LEBENDIG BEGRABEN IM BLUES: JANIS JOPLIN
Am 19. Januar wäre Janis Joplin 68 Jahre alt geworden. Zu ihrem Geburtstag erscheint mit „The Essential“ eine Compilation, die das Vermächtnis der wohl eindrucksvollsten Stimme der frühen Rock-Jahre feiert.
Text: Ernst Hofacker
Vergessen ist sie nicht, auch wenn im Fall von Janis Joplin all die Kennzeichen des im Popbetrieb üblichen Totenkults fehlen: kein alle Jahre wieder neu aufgelegtes Gesamtwerk, keine pompös inszenierten DVD-Retrospektiven, weder cool designte T-Shirts noch sonstige Marketing-Gimmicks. Nicht mal unermüdlich tourende Tribute-Bands, die das Repertoire der Verblichenen lebendig halten würden. Vielleicht liegt’s ja daran, dass ihre Musik, der Blues, in unseren Tagen so tot scheint wie nie zuvor.

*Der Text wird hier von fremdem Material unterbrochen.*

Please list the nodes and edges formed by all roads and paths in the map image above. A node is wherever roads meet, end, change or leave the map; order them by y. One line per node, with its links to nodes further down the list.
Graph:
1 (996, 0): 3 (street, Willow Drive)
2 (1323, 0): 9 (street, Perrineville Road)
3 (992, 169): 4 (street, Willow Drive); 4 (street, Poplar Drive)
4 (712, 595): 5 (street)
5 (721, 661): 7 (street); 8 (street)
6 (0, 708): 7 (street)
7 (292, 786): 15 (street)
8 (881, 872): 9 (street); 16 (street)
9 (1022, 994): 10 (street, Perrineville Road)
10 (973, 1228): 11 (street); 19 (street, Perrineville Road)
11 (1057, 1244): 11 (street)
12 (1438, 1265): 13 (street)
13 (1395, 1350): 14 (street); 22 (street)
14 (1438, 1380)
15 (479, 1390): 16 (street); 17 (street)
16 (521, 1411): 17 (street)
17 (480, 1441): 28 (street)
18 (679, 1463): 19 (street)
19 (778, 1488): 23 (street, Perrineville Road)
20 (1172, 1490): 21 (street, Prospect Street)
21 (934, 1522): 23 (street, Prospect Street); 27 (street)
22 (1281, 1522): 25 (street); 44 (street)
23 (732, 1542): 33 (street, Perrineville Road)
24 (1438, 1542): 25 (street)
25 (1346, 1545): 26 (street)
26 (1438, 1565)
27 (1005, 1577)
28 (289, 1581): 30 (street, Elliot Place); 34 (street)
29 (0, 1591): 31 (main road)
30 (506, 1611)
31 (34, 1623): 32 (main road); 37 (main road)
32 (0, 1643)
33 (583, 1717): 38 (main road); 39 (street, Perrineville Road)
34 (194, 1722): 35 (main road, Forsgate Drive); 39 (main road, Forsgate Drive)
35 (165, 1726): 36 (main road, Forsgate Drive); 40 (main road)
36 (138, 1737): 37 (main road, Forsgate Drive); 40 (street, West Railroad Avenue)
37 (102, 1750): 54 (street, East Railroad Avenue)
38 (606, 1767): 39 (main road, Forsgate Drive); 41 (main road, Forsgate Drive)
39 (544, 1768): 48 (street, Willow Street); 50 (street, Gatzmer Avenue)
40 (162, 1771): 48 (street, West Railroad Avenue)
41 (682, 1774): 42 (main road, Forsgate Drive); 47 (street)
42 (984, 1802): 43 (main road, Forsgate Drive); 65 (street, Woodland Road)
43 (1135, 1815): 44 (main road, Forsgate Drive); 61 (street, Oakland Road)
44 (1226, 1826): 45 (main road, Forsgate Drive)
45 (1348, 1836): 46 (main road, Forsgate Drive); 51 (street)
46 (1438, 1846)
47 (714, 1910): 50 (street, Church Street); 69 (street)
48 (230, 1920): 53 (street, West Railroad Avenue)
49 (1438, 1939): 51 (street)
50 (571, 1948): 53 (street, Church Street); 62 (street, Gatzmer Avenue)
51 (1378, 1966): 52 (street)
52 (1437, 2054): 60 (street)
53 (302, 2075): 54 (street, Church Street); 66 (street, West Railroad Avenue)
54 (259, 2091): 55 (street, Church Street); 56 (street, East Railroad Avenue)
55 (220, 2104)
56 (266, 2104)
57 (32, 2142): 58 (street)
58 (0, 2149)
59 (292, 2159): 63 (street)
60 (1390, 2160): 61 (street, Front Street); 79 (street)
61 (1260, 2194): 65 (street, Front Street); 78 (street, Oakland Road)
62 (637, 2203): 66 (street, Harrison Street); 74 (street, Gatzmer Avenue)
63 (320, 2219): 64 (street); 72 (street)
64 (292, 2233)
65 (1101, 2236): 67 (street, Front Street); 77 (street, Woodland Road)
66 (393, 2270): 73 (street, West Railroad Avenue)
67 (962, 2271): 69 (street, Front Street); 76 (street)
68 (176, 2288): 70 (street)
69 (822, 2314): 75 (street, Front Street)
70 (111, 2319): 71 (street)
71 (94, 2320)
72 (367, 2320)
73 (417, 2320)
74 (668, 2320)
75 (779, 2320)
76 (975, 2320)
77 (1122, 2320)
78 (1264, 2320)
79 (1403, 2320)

Vielleicht aber auch taugte dieses komplexbeladene Mädchen aus dem texanischen Port Arthur ohnehin kaum je, weder in ihrer kurzen Karriere noch danach, zur romantisch verklärten Poster-Ikone. Das blieb den ebenfalls früh verblichenen Jim Morrison oder Jimi Hendrix vorbehalten.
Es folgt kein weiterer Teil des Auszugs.